(Saved entries)

Content starts

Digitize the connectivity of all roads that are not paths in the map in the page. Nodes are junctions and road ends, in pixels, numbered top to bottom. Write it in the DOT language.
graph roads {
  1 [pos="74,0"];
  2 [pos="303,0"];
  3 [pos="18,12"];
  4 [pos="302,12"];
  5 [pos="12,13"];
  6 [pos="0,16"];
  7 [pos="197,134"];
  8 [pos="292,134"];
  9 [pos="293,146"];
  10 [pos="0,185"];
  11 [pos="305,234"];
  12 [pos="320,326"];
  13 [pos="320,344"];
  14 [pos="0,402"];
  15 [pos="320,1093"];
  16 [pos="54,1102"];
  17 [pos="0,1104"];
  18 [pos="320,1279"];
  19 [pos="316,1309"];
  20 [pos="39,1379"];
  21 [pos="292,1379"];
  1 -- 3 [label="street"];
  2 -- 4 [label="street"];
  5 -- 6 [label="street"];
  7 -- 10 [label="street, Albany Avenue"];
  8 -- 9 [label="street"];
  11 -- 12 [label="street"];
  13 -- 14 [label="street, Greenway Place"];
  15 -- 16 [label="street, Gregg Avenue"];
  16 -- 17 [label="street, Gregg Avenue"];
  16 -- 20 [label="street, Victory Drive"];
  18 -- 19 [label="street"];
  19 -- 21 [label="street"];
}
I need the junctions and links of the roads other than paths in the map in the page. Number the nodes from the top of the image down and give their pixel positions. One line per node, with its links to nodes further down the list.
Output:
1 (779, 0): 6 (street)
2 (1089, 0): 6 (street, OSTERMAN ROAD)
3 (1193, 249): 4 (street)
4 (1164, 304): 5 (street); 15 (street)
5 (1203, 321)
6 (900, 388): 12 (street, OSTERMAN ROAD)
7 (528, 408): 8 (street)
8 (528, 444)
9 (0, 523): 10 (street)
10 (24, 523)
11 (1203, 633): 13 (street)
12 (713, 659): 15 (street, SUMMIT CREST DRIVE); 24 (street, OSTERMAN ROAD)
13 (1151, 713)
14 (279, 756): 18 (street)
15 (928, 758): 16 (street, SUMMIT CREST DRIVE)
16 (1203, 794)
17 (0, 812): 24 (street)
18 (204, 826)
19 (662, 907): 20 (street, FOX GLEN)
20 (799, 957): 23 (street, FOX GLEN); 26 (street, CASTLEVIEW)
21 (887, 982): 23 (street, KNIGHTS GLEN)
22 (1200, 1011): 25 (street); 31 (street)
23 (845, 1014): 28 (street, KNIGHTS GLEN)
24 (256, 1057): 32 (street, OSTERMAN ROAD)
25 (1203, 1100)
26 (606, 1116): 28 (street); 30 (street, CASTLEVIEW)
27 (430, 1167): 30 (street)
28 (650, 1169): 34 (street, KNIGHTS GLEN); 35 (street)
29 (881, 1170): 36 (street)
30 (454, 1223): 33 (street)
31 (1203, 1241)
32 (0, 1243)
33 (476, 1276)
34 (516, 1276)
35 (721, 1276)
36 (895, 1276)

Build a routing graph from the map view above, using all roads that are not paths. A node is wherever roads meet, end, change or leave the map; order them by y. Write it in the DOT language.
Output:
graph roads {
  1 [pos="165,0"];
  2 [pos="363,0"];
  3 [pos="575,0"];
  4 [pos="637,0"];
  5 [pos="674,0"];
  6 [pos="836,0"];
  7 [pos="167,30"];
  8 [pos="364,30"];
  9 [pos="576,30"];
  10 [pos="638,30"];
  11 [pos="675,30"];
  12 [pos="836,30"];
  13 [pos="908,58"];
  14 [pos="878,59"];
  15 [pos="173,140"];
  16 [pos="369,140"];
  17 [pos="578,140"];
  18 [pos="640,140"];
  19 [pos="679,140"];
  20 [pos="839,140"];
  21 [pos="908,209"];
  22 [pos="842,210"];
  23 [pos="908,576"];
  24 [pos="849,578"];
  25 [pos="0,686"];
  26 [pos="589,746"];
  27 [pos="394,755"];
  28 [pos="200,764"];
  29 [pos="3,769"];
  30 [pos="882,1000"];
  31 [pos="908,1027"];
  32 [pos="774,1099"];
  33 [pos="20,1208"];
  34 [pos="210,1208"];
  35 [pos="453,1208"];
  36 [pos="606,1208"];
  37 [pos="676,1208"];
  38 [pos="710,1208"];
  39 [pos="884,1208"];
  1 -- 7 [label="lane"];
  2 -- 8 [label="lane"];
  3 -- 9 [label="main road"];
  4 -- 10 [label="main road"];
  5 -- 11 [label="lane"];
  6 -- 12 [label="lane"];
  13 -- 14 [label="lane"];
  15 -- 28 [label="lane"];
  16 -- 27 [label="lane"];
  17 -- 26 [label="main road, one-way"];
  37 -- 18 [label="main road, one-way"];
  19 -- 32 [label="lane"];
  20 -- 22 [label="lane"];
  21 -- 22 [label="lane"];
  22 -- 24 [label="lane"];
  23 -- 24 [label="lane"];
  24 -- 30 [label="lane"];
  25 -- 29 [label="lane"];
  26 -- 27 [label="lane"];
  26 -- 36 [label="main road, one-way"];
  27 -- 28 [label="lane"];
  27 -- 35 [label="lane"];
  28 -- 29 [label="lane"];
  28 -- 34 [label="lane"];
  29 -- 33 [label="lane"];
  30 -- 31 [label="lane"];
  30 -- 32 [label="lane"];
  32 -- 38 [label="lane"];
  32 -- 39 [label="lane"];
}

Content ends

● TASK OBJECTIVE
Retype all the records above without changing a word.

● ANSWER TO THIS PROBLEM
Digitize the connectivity of all roads that are not paths in the map in the page. Nodes are junctions and road ends, in pixels, numbered top to bottom. Write it in the DOT language.
graph roads {
  1 [pos="74,0"];
  2 [pos="303,0"];
  3 [pos="18,12"];
  4 [pos="302,12"];
  5 [pos="12,13"];
  6 [pos="0,16"];
  7 [pos="197,134"];
  8 [pos="292,134"];
  9 [pos="293,146"];
  10 [pos="0,185"];
  11 [pos="305,234"];
  12 [pos="320,326"];
  13 [pos="320,344"];
  14 [pos="0,402"];
  15 [pos="320,1093"];
  16 [pos="54,1102"];
  17 [pos="0,1104"];
  18 [pos="320,1279"];
  19 [pos="316,1309"];
  20 [pos="39,1379"];
  21 [pos="292,1379"];
  1 -- 3 [label="street"];
  2 -- 4 [label="street"];
  5 -- 6 [label="street"];
  7 -- 10 [label="street, Albany Avenue"];
  8 -- 9 [label="street"];
  11 -- 12 [label="street"];
  13 -- 14 [label="street, Greenway Place"];
  15 -- 16 [label="street, Gregg Avenue"];
  16 -- 17 [label="street, Gregg Avenue"];
  16 -- 20 [label="street, Victory Drive"];
  18 -- 19 [label="street"];
  19 -- 21 [label="street"];
}
I need the junctions and links of the roads other than paths in the map in the page. Number the nodes from the top of the image down and give their pixel positions. One line per node, with its links to nodes further down the list.
Output:
1 (779, 0): 6 (street)
2 (1089, 0): 6 (street, OSTERMAN ROAD)
3 (1193, 249): 4 (street)
4 (1164, 304): 5 (street); 15 (street)
5 (1203, 321)
6 (900, 388): 12 (street, OSTERMAN ROAD)
7 (528, 408): 8 (street)
8 (528, 444)
9 (0, 523): 10 (street)
10 (24, 523)
11 (1203, 633): 13 (street)
12 (713, 659): 15 (street, SUMMIT CREST DRIVE); 24 (street, OSTERMAN ROAD)
13 (1151, 713)
14 (279, 756): 18 (street)
15 (928, 758): 16 (street, SUMMIT CREST DRIVE)
16 (1203, 794)
17 (0, 812): 24 (street)
18 (204, 826)
19 (662, 907): 20 (street, FOX GLEN)
20 (799, 957): 23 (street, FOX GLEN); 26 (street, CASTLEVIEW)
21 (887, 982): 23 (street, KNIGHTS GLEN)
22 (1200, 1011): 25 (street); 31 (street)
23 (845, 1014): 28 (street, KNIGHTS GLEN)
24 (256, 1057): 32 (street, OSTERMAN ROAD)
25 (1203, 1100)
26 (606, 1116): 28 (street); 30 (street, CASTLEVIEW)
27 (430, 1167): 30 (street)
28 (650, 1169): 34 (street, KNIGHTS GLEN); 35 (street)
29 (881, 1170): 36 (street)
30 (454, 1223): 33 (street)
31 (1203, 1241)
32 (0, 1243)
33 (476, 1276)
34 (516, 1276)
35 (721, 1276)
36 (895, 1276)

Build a routing graph from the map view above, using all roads that are not paths. A node is wherever roads meet, end, change or leave the map; order them by y. Write it in the DOT language.
Output:
graph roads {
  1 [pos="165,0"];
  2 [pos="363,0"];
  3 [pos="575,0"];
  4 [pos="637,0"];
  5 [pos="674,0"];
  6 [pos="836,0"];
  7 [pos="167,30"];
  8 [pos="364,30"];
  9 [pos="576,30"];
  10 [pos="638,30"];
  11 [pos="675,30"];
  12 [pos="836,30"];
  13 [pos="908,58"];
  14 [pos="878,59"];
  15 [pos="173,140"];
  16 [pos="369,140"];
  17 [pos="578,140"];
  18 [pos="640,140"];
  19 [pos="679,140"];
  20 [pos="839,140"];
  21 [pos="908,209"];
  22 [pos="842,210"];
  23 [pos="908,576"];
  24 [pos="849,578"];
  25 [pos="0,686"];
  26 [pos="589,746"];
  27 [pos="394,755"];
  28 [pos="200,764"];
  29 [pos="3,769"];
  30 [pos="882,1000"];
  31 [pos="908,1027"];
  32 [pos="774,1099"];
  33 [pos="20,1208"];
  34 [pos="210,1208"];
  35 [pos="453,1208"];
  36 [pos="606,1208"];
  37 [pos="676,1208"];
  38 [pos="710,1208"];
  39 [pos="884,1208"];
  1 -- 7 [label="lane"];
  2 -- 8 [label="lane"];
  3 -- 9 [label="main road"];
  4 -- 10 [label="main road"];
  5 -- 11 [label="lane"];
  6 -- 12 [label="lane"];
  13 -- 14 [label="lane"];
  15 -- 28 [label="lane"];
  16 -- 27 [label="lane"];
  17 -- 26 [label="main road, one-way"];
  37 -- 18 [label="main road, one-way"];
  19 -- 32 [label="lane"];
  20 -- 22 [label="lane"];
  21 -- 22 [label="lane"];
  22 -- 24 [label="lane"];
  23 -- 24 [label="lane"];
  24 -- 30 [label="lane"];
  25 -- 29 [label="lane"];
  26 -- 27 [label="lane"];
  26 -- 36 [label="main road, one-way"];
  27 -- 28 [label="lane"];
  27 -- 35 [label="lane"];
  28 -- 29 [label="lane"];
  28 -- 34 [label="lane"];
  29 -- 33 [label="lane"];
  30 -- 31 [label="lane"];
  30 -- 32 [label="lane"];
  32 -- 38 [label="lane"];
  32 -- 39 [label="lane"];
}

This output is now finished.